Friday, November 15, 2013

Cherish



A word that comes up a lot for my B.E.S.T. clients is "cherish," meaning that on a fairly regular basis, it's positive for some or one of my clients to feel the feeling of cherish. Yesterday, during my B.E.S.T. treatment, I got the word cherish.

Honestly, I've always thought cherish was kinda a weird word, and the feeling is hard for me to connect with in the present moment; I think of it in reference to something that's past.

*Big surprise alert*: that's why it keeps coming up.

The dictionary defines "cherish" as: to feel or show great love for, to remember or hold in a deeply felt way.

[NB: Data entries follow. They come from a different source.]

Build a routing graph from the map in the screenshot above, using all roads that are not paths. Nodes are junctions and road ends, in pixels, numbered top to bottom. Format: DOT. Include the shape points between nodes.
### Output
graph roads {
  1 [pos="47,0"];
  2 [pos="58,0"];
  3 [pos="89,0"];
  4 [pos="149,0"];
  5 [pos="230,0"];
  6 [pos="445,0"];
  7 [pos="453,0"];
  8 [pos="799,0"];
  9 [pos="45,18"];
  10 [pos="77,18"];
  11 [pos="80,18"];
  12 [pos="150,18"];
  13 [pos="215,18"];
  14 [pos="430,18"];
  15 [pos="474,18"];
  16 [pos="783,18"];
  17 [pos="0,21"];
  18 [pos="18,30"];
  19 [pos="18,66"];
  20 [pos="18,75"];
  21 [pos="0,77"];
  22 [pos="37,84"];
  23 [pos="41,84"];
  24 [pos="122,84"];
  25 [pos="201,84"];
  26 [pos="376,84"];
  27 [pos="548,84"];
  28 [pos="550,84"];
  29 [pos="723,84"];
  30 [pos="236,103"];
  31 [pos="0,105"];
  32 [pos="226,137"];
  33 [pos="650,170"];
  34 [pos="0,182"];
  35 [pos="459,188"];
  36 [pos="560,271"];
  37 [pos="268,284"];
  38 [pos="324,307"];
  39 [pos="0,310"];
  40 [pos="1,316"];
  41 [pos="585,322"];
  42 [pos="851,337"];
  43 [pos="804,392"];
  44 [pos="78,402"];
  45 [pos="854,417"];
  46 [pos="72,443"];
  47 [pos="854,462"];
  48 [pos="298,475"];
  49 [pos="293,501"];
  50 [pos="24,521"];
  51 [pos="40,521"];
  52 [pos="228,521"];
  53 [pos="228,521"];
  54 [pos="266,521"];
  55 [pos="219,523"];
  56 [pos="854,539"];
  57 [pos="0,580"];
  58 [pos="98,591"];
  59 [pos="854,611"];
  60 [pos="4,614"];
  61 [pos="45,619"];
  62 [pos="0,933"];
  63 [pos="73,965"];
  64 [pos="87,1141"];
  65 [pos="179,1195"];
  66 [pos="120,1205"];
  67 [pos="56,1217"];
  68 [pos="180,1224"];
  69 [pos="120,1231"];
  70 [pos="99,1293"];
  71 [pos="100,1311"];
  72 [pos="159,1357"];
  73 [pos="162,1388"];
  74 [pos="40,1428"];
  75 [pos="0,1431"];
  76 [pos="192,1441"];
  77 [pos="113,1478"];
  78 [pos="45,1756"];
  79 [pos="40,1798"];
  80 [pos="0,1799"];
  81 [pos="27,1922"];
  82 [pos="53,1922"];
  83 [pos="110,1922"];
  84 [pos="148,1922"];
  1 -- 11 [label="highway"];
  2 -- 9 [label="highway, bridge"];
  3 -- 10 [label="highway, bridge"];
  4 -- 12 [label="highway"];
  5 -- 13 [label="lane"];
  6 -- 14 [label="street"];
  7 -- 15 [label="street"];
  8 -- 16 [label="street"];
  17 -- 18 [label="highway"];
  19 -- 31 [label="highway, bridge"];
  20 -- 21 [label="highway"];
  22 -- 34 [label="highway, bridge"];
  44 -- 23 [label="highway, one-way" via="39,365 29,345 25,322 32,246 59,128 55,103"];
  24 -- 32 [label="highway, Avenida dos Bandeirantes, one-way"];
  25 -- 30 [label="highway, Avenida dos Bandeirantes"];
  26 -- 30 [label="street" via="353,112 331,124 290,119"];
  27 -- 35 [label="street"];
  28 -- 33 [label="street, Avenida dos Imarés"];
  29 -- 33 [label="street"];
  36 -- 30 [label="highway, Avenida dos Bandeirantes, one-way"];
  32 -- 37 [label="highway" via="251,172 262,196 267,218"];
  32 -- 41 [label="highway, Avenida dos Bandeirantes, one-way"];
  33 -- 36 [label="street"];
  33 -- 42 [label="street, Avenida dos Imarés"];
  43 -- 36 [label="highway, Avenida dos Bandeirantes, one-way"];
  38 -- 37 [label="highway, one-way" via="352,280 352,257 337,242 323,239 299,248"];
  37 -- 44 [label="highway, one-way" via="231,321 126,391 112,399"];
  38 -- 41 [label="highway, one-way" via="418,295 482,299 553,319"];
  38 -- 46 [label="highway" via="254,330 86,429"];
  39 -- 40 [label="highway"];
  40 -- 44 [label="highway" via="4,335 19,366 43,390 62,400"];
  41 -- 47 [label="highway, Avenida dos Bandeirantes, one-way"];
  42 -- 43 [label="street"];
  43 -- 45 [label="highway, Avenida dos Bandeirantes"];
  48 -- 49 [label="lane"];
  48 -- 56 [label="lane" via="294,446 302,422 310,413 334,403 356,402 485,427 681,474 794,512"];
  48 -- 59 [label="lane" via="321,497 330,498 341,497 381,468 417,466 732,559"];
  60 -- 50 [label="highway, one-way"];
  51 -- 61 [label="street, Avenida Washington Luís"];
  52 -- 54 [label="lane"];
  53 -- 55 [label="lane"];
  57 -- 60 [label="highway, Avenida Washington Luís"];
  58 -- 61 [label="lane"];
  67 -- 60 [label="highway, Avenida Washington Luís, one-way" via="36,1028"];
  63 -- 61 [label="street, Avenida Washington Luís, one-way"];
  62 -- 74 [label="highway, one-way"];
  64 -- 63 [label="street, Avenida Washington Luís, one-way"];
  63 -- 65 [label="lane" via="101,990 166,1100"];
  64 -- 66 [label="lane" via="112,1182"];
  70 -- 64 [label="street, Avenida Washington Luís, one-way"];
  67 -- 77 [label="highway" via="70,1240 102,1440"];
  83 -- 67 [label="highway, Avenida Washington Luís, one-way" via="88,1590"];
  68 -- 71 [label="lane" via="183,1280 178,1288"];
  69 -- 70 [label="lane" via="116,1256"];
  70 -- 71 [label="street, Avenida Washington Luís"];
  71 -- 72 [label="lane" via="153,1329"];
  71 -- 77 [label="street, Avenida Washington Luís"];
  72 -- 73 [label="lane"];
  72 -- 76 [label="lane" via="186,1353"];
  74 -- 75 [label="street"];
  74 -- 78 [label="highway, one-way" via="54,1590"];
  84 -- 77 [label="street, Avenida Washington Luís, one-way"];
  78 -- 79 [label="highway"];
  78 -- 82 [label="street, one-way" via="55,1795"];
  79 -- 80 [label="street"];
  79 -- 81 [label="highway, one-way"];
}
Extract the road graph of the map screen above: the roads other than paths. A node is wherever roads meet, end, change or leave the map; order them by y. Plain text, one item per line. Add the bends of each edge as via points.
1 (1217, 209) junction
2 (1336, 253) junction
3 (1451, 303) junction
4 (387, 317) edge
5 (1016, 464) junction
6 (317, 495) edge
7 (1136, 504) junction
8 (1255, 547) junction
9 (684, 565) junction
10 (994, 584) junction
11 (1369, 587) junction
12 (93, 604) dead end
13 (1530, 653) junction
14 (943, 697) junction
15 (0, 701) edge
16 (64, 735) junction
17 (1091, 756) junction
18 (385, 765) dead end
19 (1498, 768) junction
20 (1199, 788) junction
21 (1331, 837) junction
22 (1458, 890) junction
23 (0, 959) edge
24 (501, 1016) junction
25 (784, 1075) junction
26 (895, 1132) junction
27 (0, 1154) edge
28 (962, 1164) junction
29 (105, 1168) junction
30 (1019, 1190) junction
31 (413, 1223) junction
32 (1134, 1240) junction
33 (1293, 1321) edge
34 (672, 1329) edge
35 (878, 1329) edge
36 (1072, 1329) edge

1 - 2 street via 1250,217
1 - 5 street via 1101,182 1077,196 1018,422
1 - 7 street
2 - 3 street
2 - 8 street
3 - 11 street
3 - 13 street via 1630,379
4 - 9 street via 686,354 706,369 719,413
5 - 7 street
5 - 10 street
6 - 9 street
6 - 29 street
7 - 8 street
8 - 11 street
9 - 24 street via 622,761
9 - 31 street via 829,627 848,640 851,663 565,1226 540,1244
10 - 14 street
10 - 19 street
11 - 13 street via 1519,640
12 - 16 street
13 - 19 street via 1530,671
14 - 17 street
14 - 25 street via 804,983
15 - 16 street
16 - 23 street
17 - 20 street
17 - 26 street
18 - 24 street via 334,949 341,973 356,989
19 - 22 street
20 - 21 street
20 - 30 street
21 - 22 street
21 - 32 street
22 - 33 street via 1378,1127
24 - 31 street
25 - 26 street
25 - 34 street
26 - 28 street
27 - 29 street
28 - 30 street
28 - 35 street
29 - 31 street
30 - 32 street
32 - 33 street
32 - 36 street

Thinking of cherish on my way to work this morning, I thought, "What would it feel like if I cherished right now? This drive to class?" And then I realized, I sorta did cherish it: I like driving, I like not listening to music, and I like being alone. I had been moving quickly to get myself there with plenty of time to do cardio before; feeling cherish heightened my level of presence and took the air out of my rush.

In teaching, I'm really into transitions; I think it's a good idea to practice our transitions on the mat, maybe then transitions off the mat can feel more graceful. I took Jason Crandell's class today online and in a moment of transition he said, "Take your time with it. Have quality in your experience." That's the lesson cherish holds for me, to have quality in my experience, no matter how mundane, no matter how much there is to do.

I like to look at clouds long enough to see them move; it reminds me that it's all moving, we're all moving, all the time. Cherish feels like a way of slowing down and focusing with love and attention.